絢爛豪華な奥殿への誘い
夜、友人と待ち合わせて京都市街中心部にある西本願寺へ。
そこで行われる夜の特別拝観に臨むためである。先月別の友人からその開催を聞き興味を持ったが、結局これも最終日直前である今日の参観となった。先日の海北友松展に続きまたも慌ただしくなったが、仕方あるまい。
19時過ぎ、先に独りで受付して友人分共々の整理券をもらったが、入場はなんと21時予定に。それは入場終了時間ギリギリのことであった。19時の開場であったが、混雑で長蛇の列が出来ており、その影響かと思われた。
実は、教えてもらった友人に電話して混雑の少ない時間等を聞いていたのだが、状況が変わったらしい。まあ、最終日近くなので、致し方あるまいか……。現況を告知せず募金と受付を進める主催側に少々怒るも、落ち合った友人に事情を話し、近くで先に食事をして待つこととした。
そして、21時。漸く門をくぐり、国宝殿舎が建ち並ぶ公開域へと進む。今回の公開対象は本堂等がある参拝域とは違う、寺院の私的空間。日本最大級の佛教教団・浄土真宗本派本山の、絢爛豪華な奥殿への誘いであった。
上掲写真: 西本願寺の特別拝観域に入ってすぐに現れた国宝「唐門(からもん)」。豊臣伏見城の遺構ともされる築400年程の建造物。伝承の真偽はともあれ、桃山文化を伝える絢爛豪華な様に目を奪われる。正に眩いばかりの有様で、往時の世態が偲ばれる。
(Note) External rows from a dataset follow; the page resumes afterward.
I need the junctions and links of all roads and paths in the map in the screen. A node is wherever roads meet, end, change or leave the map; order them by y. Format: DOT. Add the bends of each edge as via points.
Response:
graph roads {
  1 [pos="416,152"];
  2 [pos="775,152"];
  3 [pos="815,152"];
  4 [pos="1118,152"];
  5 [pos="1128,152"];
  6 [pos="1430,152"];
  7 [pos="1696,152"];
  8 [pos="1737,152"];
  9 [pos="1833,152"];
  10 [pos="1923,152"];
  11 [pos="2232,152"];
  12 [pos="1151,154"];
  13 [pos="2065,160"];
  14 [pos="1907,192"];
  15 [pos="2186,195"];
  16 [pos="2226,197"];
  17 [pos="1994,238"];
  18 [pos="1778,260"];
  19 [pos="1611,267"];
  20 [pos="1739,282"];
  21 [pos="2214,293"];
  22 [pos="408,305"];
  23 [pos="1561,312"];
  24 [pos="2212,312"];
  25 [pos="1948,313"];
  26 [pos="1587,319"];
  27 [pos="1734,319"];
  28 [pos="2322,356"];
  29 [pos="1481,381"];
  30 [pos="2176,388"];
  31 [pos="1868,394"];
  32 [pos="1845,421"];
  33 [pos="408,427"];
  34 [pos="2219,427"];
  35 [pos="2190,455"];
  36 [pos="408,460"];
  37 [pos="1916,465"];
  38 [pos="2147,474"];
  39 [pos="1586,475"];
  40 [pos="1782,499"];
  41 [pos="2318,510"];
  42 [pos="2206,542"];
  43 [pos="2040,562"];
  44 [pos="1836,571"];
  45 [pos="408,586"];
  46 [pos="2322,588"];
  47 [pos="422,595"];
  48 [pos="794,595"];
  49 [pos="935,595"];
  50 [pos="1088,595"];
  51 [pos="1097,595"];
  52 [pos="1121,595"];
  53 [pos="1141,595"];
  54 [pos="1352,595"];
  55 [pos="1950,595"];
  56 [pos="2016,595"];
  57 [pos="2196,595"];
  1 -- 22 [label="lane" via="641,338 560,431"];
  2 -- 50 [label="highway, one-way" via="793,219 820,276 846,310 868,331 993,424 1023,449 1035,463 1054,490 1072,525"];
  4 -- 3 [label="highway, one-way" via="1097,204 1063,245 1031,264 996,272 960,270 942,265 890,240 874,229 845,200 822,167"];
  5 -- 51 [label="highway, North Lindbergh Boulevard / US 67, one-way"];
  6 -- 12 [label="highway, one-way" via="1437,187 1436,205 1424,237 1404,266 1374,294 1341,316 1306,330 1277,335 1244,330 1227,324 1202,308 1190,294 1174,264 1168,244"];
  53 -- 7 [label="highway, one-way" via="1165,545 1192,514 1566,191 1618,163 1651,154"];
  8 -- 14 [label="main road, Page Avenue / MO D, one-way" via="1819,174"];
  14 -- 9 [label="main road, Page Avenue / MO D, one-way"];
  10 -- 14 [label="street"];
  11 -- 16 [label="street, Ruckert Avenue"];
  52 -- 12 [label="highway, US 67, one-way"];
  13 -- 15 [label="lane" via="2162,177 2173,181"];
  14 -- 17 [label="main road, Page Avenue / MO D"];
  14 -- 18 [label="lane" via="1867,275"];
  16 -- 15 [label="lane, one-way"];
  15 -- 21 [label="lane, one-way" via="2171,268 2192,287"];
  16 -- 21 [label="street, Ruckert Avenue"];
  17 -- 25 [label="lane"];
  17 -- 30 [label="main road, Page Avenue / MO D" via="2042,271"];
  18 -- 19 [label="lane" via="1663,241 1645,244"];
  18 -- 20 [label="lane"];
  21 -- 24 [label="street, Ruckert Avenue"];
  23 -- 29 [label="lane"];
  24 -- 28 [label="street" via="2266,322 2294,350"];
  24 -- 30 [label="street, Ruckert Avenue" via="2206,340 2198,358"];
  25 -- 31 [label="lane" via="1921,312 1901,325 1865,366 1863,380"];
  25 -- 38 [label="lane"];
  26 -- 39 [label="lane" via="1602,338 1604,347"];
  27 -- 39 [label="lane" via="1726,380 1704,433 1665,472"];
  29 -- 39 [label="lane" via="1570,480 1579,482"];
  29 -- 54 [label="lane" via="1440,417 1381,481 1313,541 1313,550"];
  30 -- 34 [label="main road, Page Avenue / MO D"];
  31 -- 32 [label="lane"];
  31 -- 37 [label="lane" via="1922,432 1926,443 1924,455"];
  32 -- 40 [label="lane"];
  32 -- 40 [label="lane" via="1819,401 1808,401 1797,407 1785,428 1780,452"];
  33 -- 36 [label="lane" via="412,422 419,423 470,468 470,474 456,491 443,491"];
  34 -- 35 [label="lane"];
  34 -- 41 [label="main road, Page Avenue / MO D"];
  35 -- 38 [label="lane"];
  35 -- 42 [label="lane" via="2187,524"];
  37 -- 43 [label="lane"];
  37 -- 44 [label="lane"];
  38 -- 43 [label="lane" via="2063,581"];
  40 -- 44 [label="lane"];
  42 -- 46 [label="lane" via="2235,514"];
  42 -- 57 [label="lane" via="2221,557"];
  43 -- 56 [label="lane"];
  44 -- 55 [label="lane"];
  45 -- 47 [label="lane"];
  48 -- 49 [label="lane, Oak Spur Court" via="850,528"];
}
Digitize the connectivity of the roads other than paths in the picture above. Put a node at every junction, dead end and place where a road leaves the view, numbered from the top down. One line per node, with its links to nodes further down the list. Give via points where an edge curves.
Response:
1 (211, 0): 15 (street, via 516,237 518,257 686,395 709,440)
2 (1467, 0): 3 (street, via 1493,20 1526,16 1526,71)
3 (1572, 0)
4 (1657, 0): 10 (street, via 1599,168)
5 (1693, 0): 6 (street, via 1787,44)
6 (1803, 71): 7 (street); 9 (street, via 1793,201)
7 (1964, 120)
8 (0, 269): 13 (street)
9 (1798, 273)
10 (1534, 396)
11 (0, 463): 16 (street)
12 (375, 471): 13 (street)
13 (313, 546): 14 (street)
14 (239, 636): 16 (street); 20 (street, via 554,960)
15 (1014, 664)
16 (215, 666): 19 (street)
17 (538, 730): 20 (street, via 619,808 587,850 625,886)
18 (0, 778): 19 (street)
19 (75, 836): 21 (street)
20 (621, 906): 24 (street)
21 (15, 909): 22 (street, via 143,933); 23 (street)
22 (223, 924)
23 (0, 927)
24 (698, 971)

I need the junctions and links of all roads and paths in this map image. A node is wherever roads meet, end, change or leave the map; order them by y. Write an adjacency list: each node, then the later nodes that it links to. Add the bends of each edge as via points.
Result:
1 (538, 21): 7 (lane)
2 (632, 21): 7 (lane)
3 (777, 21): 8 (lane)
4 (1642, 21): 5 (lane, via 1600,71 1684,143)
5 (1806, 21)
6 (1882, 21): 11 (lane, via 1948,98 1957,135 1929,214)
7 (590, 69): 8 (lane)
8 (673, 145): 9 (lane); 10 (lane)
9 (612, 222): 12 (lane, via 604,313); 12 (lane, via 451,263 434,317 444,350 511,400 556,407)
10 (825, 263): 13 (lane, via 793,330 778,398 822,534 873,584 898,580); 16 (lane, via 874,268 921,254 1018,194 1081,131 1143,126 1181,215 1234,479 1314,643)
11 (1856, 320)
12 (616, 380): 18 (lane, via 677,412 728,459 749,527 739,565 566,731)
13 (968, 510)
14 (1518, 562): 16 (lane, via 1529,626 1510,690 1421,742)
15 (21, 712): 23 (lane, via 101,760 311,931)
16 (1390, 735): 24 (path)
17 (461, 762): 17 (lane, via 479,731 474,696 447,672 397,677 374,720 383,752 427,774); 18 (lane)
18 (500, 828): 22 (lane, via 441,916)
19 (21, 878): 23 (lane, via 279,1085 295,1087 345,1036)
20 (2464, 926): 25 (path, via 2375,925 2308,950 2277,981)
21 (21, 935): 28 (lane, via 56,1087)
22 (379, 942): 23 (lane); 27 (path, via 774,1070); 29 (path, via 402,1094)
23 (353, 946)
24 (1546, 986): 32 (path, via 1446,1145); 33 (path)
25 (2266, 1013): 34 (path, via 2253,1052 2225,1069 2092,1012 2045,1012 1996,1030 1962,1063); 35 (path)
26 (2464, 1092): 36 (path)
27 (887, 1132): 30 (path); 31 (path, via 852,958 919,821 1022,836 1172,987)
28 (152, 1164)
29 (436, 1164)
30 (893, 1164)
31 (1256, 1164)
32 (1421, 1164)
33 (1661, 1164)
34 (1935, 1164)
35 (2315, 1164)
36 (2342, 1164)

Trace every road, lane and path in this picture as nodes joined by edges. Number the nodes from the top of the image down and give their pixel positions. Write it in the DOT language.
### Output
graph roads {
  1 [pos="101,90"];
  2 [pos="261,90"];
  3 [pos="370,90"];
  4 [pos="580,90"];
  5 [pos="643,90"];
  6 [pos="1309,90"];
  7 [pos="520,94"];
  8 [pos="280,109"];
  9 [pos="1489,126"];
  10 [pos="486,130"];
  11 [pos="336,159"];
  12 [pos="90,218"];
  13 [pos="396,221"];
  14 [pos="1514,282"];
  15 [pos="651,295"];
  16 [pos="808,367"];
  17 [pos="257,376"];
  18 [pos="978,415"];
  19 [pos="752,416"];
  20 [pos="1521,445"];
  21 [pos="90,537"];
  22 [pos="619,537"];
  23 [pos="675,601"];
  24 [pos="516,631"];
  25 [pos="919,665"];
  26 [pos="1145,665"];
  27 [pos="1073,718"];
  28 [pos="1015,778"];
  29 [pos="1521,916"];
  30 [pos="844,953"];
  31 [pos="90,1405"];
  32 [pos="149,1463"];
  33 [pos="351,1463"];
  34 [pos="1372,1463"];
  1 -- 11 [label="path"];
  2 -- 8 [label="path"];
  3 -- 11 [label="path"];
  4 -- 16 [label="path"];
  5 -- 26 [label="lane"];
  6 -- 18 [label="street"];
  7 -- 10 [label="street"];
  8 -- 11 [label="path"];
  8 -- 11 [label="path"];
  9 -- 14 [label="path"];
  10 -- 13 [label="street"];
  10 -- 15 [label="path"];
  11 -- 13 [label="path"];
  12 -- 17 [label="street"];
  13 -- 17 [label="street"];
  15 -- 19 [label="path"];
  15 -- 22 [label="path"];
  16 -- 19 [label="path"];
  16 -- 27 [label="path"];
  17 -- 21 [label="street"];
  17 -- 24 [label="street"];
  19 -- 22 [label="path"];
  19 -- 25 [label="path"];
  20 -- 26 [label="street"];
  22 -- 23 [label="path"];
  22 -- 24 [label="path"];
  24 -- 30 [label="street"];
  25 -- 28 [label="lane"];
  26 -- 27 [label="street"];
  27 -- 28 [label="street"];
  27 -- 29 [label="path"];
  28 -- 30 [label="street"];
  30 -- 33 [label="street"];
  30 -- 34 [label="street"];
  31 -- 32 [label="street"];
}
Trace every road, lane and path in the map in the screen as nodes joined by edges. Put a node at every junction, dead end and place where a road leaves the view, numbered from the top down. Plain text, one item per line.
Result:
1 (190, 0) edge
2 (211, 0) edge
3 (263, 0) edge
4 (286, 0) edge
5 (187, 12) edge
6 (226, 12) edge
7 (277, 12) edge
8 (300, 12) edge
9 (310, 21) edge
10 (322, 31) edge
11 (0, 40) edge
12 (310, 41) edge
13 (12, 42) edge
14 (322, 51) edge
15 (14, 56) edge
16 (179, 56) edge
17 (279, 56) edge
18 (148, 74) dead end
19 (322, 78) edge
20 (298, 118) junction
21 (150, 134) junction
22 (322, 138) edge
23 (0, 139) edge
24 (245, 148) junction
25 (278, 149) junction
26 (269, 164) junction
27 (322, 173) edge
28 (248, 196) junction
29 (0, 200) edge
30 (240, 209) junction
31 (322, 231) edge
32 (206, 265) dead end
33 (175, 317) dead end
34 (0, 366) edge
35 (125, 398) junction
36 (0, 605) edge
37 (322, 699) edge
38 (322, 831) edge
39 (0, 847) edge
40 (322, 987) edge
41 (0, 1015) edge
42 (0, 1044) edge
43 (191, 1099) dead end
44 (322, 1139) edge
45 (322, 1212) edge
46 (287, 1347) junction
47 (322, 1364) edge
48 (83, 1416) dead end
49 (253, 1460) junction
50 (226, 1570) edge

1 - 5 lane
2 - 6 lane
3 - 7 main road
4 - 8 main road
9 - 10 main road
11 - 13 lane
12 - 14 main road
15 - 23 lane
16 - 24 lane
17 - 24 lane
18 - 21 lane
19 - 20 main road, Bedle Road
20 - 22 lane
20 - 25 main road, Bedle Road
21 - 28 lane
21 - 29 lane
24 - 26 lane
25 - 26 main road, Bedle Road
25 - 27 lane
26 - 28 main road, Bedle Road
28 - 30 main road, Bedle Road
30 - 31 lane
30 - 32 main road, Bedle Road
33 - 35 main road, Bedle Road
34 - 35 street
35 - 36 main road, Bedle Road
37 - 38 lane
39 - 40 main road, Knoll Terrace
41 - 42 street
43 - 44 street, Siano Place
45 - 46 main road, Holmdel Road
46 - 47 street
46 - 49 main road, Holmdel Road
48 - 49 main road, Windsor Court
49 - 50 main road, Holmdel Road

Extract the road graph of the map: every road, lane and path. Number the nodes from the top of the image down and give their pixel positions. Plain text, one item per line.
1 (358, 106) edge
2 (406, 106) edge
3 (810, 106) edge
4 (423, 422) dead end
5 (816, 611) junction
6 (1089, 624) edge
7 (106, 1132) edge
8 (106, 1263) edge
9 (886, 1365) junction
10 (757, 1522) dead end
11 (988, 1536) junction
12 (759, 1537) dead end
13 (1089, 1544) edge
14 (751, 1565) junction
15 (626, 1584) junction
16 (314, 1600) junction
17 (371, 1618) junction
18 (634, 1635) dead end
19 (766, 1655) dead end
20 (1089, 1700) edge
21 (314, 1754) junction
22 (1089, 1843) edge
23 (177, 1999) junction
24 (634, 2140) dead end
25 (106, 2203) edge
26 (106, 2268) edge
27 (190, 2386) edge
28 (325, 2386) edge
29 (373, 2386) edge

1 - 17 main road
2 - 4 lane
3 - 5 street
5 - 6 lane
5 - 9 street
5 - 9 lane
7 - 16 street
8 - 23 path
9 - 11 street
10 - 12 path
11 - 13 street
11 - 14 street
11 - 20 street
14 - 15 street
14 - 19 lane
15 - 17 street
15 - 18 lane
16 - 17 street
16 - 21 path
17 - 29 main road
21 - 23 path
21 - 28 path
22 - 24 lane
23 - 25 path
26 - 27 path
西本願寺「飛雲閣」(左楼閣)と「黄鶴台」(右端建屋)及びその庭園
公開されていたのは、貴賓質的な「白書院」と桃山風楼閣の「飛雲閣」及びそれらの庭園等。
対面所及び白書院
唐門を観たあと、書院玄関に誘導され、その内部より参観する。その存在は以前から知っており、建屋の姿や障屏画(しょうへいが)も随分前から画集等で見知ってはいたが、現地に臨むのは初めてであった。
玄関から入って「虎の間」という、虎と竹の絵が描かれた複製らしき「杉戸絵(すぎとえ)」が多くある広間を通り、書院南縁に出る。禅宗の方丈等と似たつくりながら、先ずはその規模に驚いた。
広縁と庭の只中にある「南能舞台」に対面して広がるのは、「対面所」と呼ばれる大広間である。200畳を超える広さや天井高を誇り、金貼り極彩の障屏画や欄間彫刻で飾り立てられていた。
何という豪華さ。
他寺は勿論、城郭御殿を凌ぐ規模・絢爛ぶりで、今見ても至高の空間の現出を思わせる。御殿と同じく上段を備えたこの対面所は、門主と貴賓が面会する場であったという。記録では元和4(1618)年の再建といい、渡辺了慶作の障屏画年代等とも一致する。
その3年前に豊臣家が滅びたとはいえ、未だ桃山の遺風遺る時代。今や幻の豊臣大坂城や伏見城等の太閤御殿を想わせるに十分な建築であった。やはり、実見してみるものである。
しかし、それだけに終らない。対面所から続く部屋やそれらの障屏画も一級品であった。対面所の北裏に接する白書院も、広さこそ対面所に劣るものの、その調度品に抜かりはなく、同じく絢爛の世界を現出していた。
そして、その北縁にはまた庭内の能舞台。今度は現存最古とされる天正期(1581年頃)製作とみられる「北能舞台」である。
勿論国宝で、鏡板の松の絵が傷んではいるが、古式が窺われて興味深い。また建屋を周回した東縁に面した「虎渓の庭」も絶品であった。大石を立て組んだ豪壮な大陸的作庭で、背後の御影堂(ごえいどう)を廬山に見立てたという、これまた豪気で稀有な作意もみられた。
これらいずれも撮影禁止の為、写真で紹介出来ないのは残念な限り。
友人と感嘆を発しつつ、2度も書院を巡り退出した。そして、境内を少し歩いて別域の門を再度くぐる。現れたのは、飛雲閣と黄鶴台であった。ここは内部に立ち入れない代わりに撮影は自由であった。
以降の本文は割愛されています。